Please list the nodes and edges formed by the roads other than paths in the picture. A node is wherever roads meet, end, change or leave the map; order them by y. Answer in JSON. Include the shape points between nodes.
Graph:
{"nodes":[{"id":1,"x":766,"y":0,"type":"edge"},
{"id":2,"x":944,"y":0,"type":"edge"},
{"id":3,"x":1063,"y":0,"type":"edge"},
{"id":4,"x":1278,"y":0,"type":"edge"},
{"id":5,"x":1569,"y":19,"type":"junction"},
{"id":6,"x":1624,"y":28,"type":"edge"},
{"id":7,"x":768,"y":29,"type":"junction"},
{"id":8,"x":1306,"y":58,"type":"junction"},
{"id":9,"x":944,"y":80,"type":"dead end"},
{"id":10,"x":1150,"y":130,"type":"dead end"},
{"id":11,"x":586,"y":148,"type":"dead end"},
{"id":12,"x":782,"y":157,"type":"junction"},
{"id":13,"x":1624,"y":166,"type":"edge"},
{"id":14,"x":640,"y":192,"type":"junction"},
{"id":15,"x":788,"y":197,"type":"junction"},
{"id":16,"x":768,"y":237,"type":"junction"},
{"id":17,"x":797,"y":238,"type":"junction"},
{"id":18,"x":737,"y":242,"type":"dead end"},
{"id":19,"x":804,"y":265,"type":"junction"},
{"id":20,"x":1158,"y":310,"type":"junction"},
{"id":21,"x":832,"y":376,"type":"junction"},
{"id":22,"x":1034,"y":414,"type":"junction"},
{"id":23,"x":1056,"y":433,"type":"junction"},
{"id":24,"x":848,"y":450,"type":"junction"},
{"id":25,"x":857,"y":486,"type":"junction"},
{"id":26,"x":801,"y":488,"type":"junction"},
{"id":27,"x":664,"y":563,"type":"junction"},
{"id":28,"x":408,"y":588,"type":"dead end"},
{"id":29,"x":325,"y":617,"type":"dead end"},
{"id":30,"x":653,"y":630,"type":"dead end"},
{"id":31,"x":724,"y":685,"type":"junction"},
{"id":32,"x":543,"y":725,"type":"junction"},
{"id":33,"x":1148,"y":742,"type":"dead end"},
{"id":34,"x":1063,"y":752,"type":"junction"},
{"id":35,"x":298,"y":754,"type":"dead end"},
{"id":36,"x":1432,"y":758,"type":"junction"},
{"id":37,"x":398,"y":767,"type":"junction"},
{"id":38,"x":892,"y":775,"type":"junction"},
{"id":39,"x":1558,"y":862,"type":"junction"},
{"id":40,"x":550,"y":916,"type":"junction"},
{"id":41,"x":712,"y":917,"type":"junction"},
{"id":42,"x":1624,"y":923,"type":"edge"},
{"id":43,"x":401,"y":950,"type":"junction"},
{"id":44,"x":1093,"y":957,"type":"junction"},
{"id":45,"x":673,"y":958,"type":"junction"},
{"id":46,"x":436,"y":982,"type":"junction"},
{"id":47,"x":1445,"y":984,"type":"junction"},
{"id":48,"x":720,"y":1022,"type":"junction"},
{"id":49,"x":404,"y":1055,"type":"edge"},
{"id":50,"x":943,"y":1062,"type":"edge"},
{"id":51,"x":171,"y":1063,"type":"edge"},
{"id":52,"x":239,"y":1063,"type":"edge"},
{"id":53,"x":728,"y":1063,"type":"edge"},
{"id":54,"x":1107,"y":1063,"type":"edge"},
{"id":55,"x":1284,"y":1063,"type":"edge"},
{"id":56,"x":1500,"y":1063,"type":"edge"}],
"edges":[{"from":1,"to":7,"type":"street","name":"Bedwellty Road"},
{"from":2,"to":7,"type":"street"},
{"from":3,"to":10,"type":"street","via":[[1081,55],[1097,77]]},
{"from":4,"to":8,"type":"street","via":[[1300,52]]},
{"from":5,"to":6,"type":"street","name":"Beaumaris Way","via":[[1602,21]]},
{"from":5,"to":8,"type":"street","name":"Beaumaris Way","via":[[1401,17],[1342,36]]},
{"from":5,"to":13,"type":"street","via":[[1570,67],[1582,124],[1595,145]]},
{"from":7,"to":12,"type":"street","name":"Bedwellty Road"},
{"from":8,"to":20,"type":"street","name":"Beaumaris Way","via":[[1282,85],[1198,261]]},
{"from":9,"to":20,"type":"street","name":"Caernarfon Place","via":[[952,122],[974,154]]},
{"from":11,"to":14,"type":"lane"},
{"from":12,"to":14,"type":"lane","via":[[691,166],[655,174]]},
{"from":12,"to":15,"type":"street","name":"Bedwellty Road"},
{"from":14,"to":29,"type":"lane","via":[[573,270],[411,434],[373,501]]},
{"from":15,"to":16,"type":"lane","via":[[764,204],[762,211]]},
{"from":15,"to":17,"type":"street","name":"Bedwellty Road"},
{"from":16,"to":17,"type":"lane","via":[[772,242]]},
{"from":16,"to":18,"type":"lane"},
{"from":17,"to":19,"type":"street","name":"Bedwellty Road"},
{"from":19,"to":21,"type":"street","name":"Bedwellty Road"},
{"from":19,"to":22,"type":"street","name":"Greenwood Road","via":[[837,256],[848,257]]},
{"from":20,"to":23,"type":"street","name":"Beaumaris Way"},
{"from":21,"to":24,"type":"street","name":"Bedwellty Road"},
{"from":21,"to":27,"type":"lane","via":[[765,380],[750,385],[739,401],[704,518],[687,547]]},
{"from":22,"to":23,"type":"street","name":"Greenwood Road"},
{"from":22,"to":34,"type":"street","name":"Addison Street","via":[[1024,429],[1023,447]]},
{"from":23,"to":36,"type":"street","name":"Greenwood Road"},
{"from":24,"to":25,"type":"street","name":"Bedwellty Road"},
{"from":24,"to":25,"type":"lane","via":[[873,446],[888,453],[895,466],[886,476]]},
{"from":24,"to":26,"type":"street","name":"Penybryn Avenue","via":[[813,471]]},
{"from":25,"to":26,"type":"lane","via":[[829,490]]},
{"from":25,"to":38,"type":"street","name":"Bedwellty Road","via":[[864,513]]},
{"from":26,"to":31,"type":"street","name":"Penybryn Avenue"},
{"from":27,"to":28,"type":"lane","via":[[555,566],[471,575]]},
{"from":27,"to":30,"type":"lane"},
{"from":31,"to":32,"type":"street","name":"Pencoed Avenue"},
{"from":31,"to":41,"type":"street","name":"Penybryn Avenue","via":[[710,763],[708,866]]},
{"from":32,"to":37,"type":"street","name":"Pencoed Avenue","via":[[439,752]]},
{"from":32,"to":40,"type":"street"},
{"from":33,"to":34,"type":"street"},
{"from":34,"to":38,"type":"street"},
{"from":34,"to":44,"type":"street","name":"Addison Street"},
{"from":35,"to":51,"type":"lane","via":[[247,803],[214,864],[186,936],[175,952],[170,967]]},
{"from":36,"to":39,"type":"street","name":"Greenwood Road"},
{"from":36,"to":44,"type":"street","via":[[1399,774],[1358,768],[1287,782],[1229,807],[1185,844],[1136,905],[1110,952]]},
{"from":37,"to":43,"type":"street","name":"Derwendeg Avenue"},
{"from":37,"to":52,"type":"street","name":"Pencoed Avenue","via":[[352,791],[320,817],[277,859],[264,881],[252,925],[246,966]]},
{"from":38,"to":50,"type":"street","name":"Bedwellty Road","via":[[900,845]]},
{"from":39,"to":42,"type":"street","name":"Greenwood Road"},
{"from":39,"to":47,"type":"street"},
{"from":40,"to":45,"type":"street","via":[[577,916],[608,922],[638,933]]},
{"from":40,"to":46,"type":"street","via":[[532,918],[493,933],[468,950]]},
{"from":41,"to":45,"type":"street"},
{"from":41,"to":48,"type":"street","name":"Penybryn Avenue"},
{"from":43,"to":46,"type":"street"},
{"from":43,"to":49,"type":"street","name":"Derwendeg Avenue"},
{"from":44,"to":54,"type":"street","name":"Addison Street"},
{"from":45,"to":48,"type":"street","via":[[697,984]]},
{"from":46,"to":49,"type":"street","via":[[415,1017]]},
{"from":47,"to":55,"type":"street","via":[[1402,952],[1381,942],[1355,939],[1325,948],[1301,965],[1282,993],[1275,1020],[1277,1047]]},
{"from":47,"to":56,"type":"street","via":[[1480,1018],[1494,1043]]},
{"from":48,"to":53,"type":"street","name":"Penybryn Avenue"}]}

_ _ _ _ _ _ _

■ Brief: Check each line of the material for the word "edges". Copy the ones that have it.

■ Result of the exercise:
Please list the nodes and edges formed by the roads other than paths in the picture. A node is wherever roads meet, end, change or leave the map; order them by y. Answer in JSON. Include the shape points between nodes.
"edges":[{"from":1,"to":7,"type":"street","name":"Bedwellty Road"},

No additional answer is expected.